**** MATERIAL PROVIDED ****

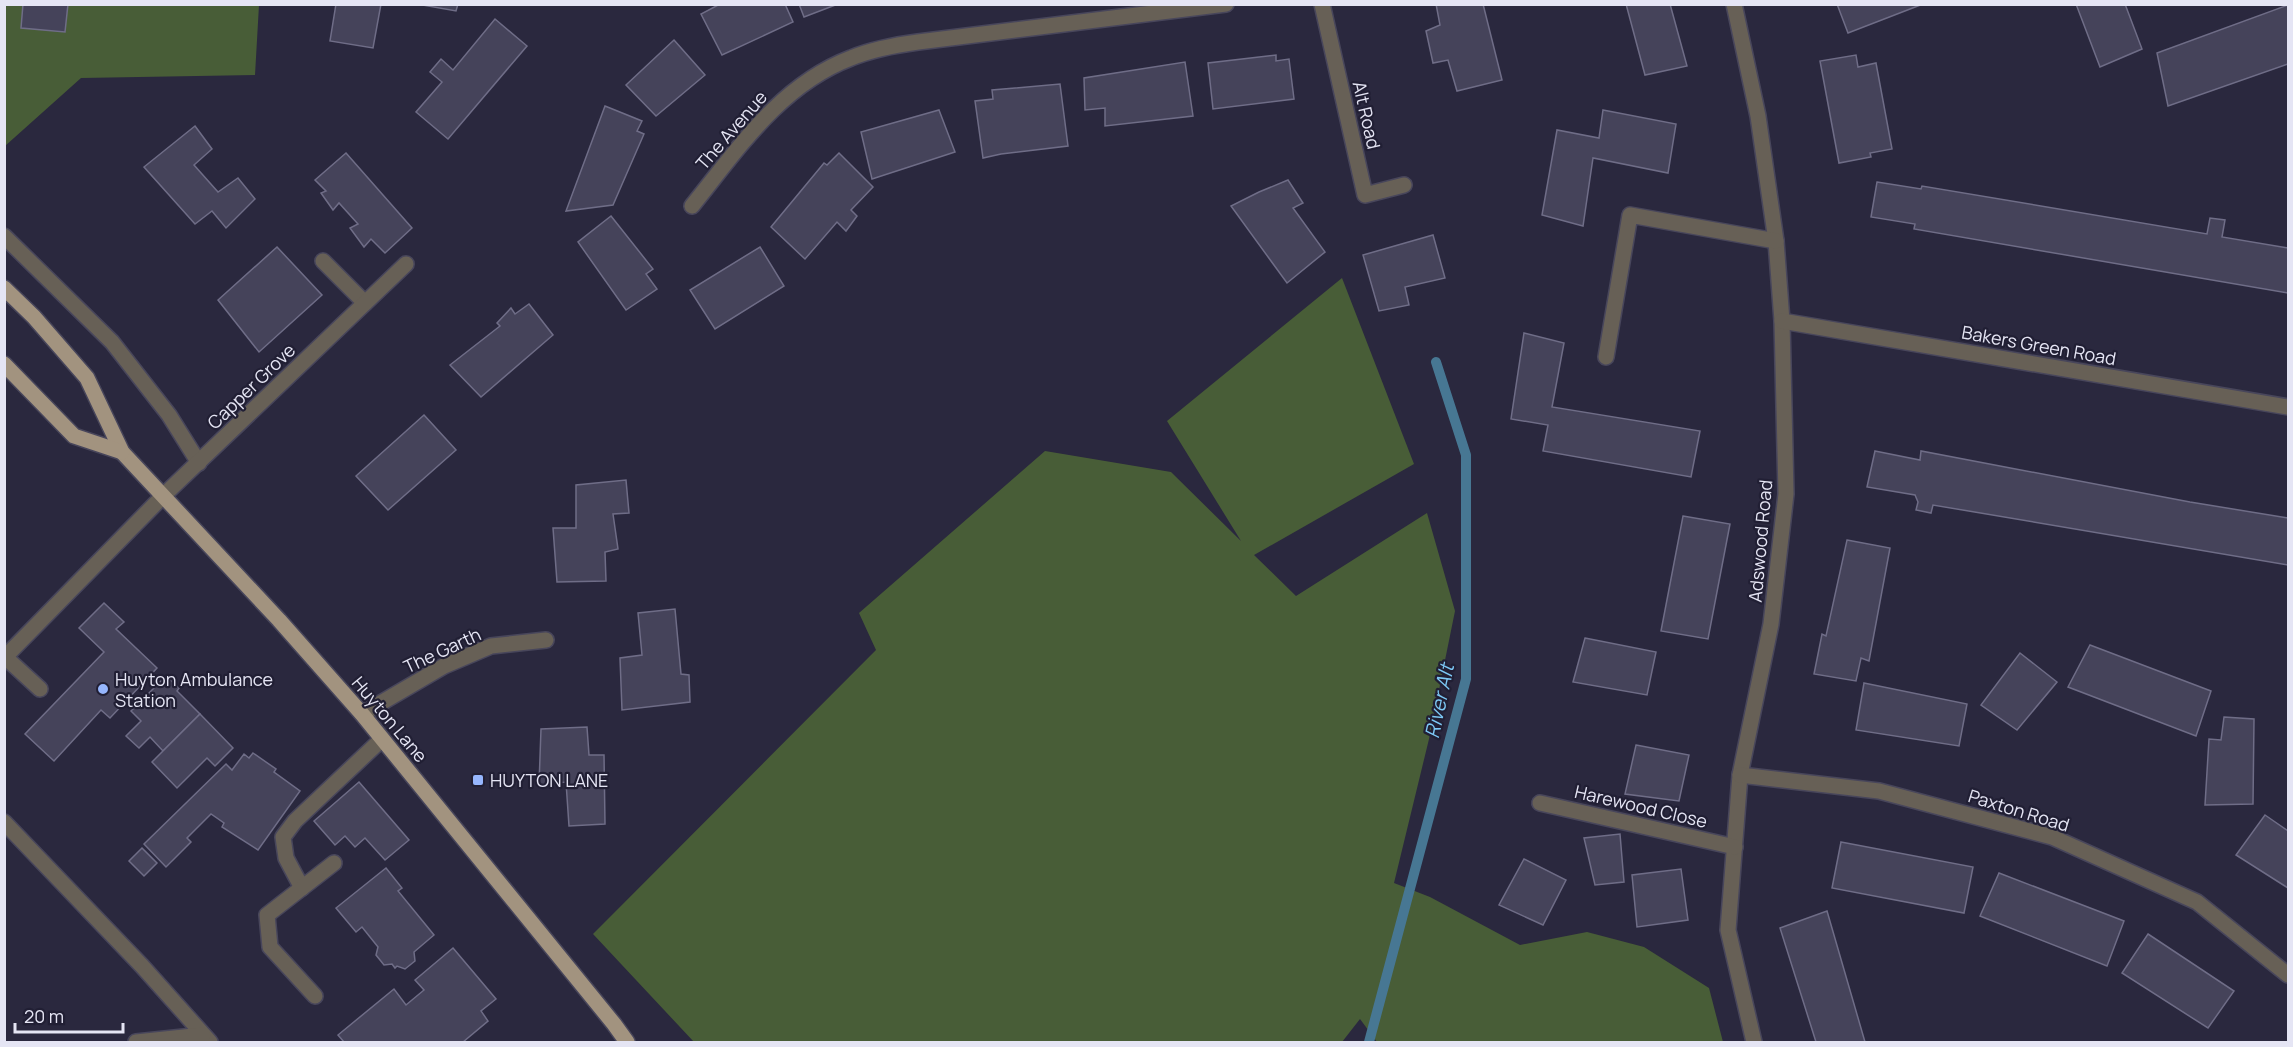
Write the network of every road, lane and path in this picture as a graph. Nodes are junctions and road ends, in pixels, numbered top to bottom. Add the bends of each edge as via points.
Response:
1 (1226, 4) edge
2 (1322, 4) edge
3 (1734, 4) edge
4 (1404, 185) dead end
5 (692, 206) dead end
6 (4, 236) edge
7 (1776, 241) junction
8 (323, 261) dead end
9 (406, 264) dead end
10 (4, 288) edge
11 (365, 303) junction
12 (1782, 321) junction
13 (1606, 357) dead end
14 (4, 364) edge
15 (2289, 407) edge
16 (122, 452) junction
17 (199, 463) junction
18 (163, 496) junction
19 (546, 640) dead end
20 (40, 689) dead end
21 (362, 714) junction
22 (382, 739) junction
23 (1740, 776) junction
24 (1540, 803) dead end
25 (4, 822) edge
26 (1735, 847) junction
27 (334, 863) dead end
28 (302, 888) junction
29 (2289, 975) edge
30 (315, 996) dead end
31 (614, 1024) junction
32 (207, 1039) edge
33 (136, 1042) edge
34 (622, 1042) edge
35 (627, 1042) edge
36 (1754, 1042) edge

1 - 5 street, The Avenue via 918,42 851,58 830,67 772,109
2 - 4 street, Alt Road via 1365,195
3 - 7 street, Adswood Road via 1758,116
6 - 17 street via 112,342 170,415
7 - 12 street, Adswood Road
7 - 13 street via 1630,215
8 - 11 street
9 - 11 street, Capper Grove
10 - 16 main road via 87,378
11 - 17 street, Capper Grove
12 - 15 street, Bakers Green Road
12 - 23 street, Adswood Road via 1786,494 1771,624
14 - 16 main road via 74,436
16 - 18 main road, Huyton Lane
17 - 18 street, Capper Grove
18 - 20 street, Capper Grove via 5,657
18 - 21 main road, Huyton Lane
19 - 21 street, The Garth via 491,646 444,666
21 - 22 main road, Huyton Lane
22 - 28 street via 283,837 286,858
22 - 31 main road, Huyton Lane
23 - 26 street, Adswood Road
23 - 29 street, Paxton Road via 1879,791 2052,837 2197,902
24 - 26 street, Harewood Close
25 - 32 street
26 - 36 street, Adswood Road via 1728,930
27 - 28 street
28 - 30 street via 267,915 270,946
31 - 34 main road, Huyton Lane
31 - 35 main road, Huyton Lane
32 - 33 street

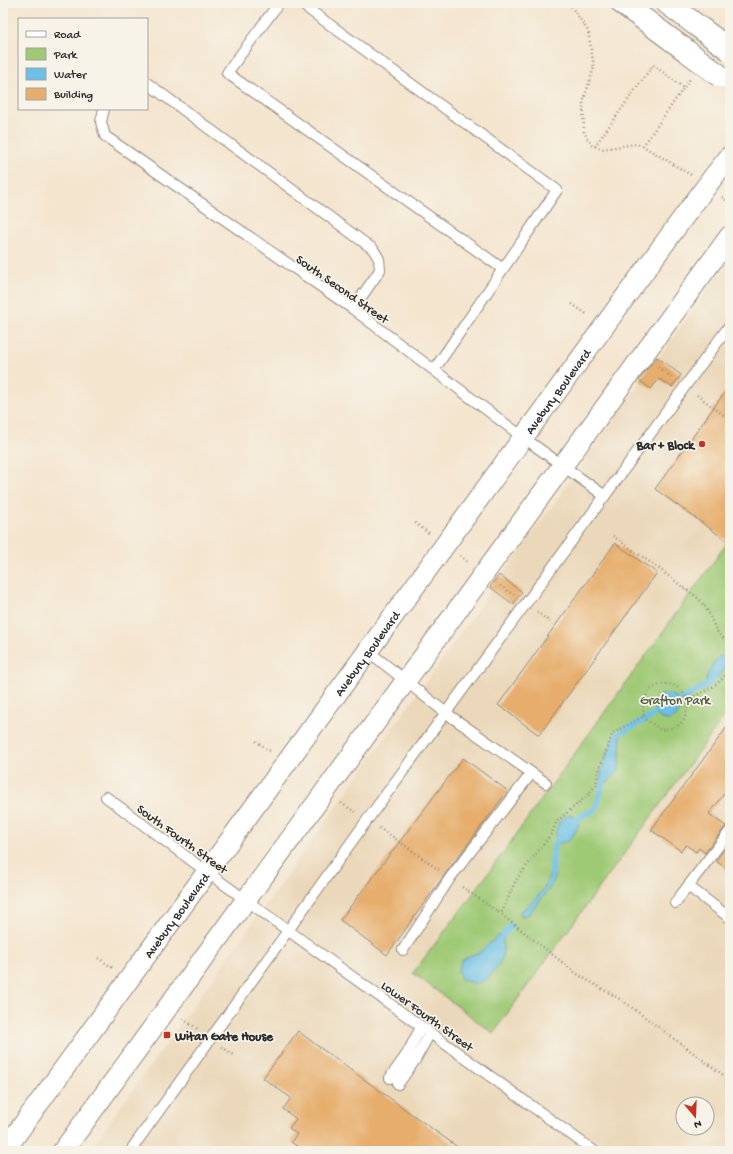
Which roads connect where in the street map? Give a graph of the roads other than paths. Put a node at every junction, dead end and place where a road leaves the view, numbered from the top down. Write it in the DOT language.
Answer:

****

◆ EXERCISE AIM: All of the lines above must be repeated without alteration, though the pictures are to be excluded.

◆ SOLUTION TO THIS TASK:
Write the network of every road, lane and path in this picture as a graph. Nodes are junctions and road ends, in pixels, numbered top to bottom. Add the bends of each edge as via points.
Response:
1 (1226, 4) edge
2 (1322, 4) edge
3 (1734, 4) edge
4 (1404, 185) dead end
5 (692, 206) dead end
6 (4, 236) edge
7 (1776, 241) junction
8 (323, 261) dead end
9 (406, 264) dead end
10 (4, 288) edge
11 (365, 303) junction
12 (1782, 321) junction
13 (1606, 357) dead end
14 (4, 364) edge
15 (2289, 407) edge
16 (122, 452) junction
17 (199, 463) junction
18 (163, 496) junction
19 (546, 640) dead end
20 (40, 689) dead end
21 (362, 714) junction
22 (382, 739) junction
23 (1740, 776) junction
24 (1540, 803) dead end
25 (4, 822) edge
26 (1735, 847) junction
27 (334, 863) dead end
28 (302, 888) junction
29 (2289, 975) edge
30 (315, 996) dead end
31 (614, 1024) junction
32 (207, 1039) edge
33 (136, 1042) edge
34 (622, 1042) edge
35 (627, 1042) edge
36 (1754, 1042) edge

1 - 5 street, The Avenue via 918,42 851,58 830,67 772,109
2 - 4 street, Alt Road via 1365,195
3 - 7 street, Adswood Road via 1758,116
6 - 17 street via 112,342 170,415
7 - 12 street, Adswood Road
7 - 13 street via 1630,215
8 - 11 street
9 - 11 street, Capper Grove
10 - 16 main road via 87,378
11 - 17 street, Capper Grove
12 - 15 street, Bakers Green Road
12 - 23 street, Adswood Road via 1786,494 1771,624
14 - 16 main road via 74,436
16 - 18 main road, Huyton Lane
17 - 18 street, Capper Grove
18 - 20 street, Capper Grove via 5,657
18 - 21 main road, Huyton Lane
19 - 21 street, The Garth via 491,646 444,666
21 - 22 main road, Huyton Lane
22 - 28 street via 283,837 286,858
22 - 31 main road, Huyton Lane
23 - 26 street, Adswood Road
23 - 29 street, Paxton Road via 1879,791 2052,837 2197,902
24 - 26 street, Harewood Close
25 - 32 street
26 - 36 street, Adswood Road via 1728,930
27 - 28 street
28 - 30 street via 267,915 270,946
31 - 34 main road, Huyton Lane
31 - 35 main road, Huyton Lane
32 - 33 street

Which roads connect where in the street map? Give a graph of the roads other than paths. Put a node at every junction, dead end and place where a road leaves the view, numbered from the top down. Write it in the DOT language.
Answer:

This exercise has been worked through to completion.